Your assignment: Omit each picture as you copy the entries exactly.

Information provided:

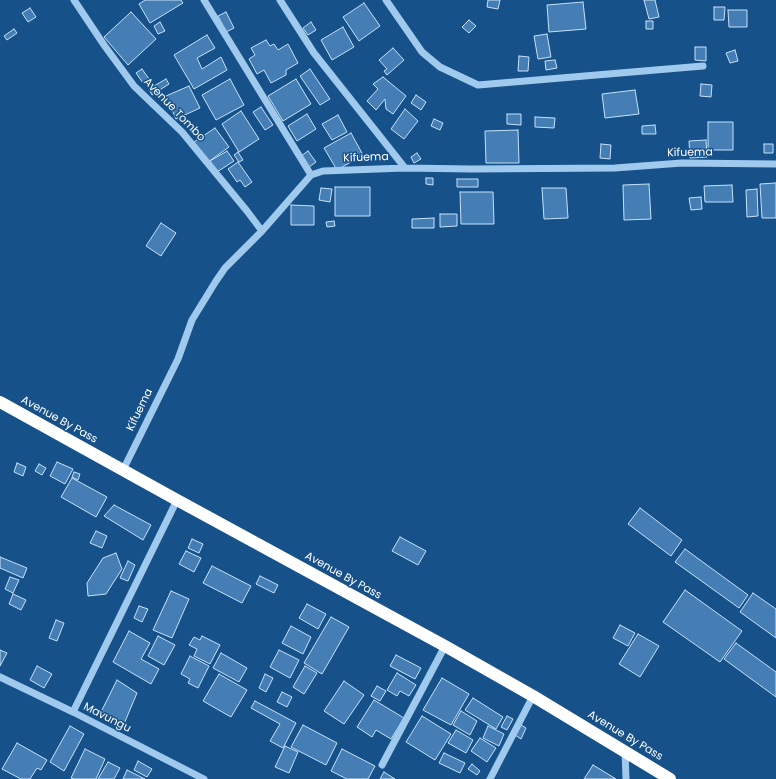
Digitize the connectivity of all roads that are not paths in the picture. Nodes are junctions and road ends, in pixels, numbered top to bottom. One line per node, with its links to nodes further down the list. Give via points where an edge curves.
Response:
1 (74, 0): 9 (street, Avenue Tombo, via 134,86 182,132)
2 (204, 0): 8 (street)
3 (280, 0): 7 (street, via 314,52)
4 (386, 0): 5 (street, via 422,52 440,67 478,85)
5 (703, 66)
6 (776, 164): 7 (street, Kifuema, via 682,163 615,168 471,170)
7 (405, 168): 8 (street, Kifuema, via 323,171)
8 (311, 175): 9 (street, Kifuema)
9 (262, 232): 11 (street, Kifuema, via 226,268 192,320 178,359)
10 (0, 402): 11 (highway, Avenue By Pass)
11 (123, 470): 12 (highway, Avenue By Pass)
12 (177, 500): 13 (highway, Avenue By Pass); 16 (street)
13 (445, 646): 15 (highway, Avenue By Pass); 18 (street)
14 (0, 677): 16 (street, Mavungu)
15 (533, 696): 17 (highway, Avenue By Pass); 20 (street)
16 (73, 712): 19 (street, Mavungu)
17 (625, 751): 21 (street); 22 (highway, Avenue By Pass)
18 (382, 765)
19 (204, 779)
20 (490, 779)
21 (626, 779)
22 (670, 779)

Answer to the exercise:
Digitize the connectivity of all roads that are not paths in the picture. Nodes are junctions and road ends, in pixels, numbered top to bottom. One line per node, with its links to nodes further down the list. Give via points where an edge curves.
Response:
1 (74, 0): 9 (street, Avenue Tombo, via 134,86 182,132)
2 (204, 0): 8 (street)
3 (280, 0): 7 (street, via 314,52)
4 (386, 0): 5 (street, via 422,52 440,67 478,85)
5 (703, 66)
6 (776, 164): 7 (street, Kifuema, via 682,163 615,168 471,170)
7 (405, 168): 8 (street, Kifuema, via 323,171)
8 (311, 175): 9 (street, Kifuema)
9 (262, 232): 11 (street, Kifuema, via 226,268 192,320 178,359)
10 (0, 402): 11 (highway, Avenue By Pass)
11 (123, 470): 12 (highway, Avenue By Pass)
12 (177, 500): 13 (highway, Avenue By Pass); 16 (street)
13 (445, 646): 15 (highway, Avenue By Pass); 18 (street)
14 (0, 677): 16 (street, Mavungu)
15 (533, 696): 17 (highway, Avenue By Pass); 20 (street)
16 (73, 712): 19 (street, Mavungu)
17 (625, 751): 21 (street); 22 (highway, Avenue By Pass)
18 (382, 765)
19 (204, 779)
20 (490, 779)
21 (626, 779)
22 (670, 779)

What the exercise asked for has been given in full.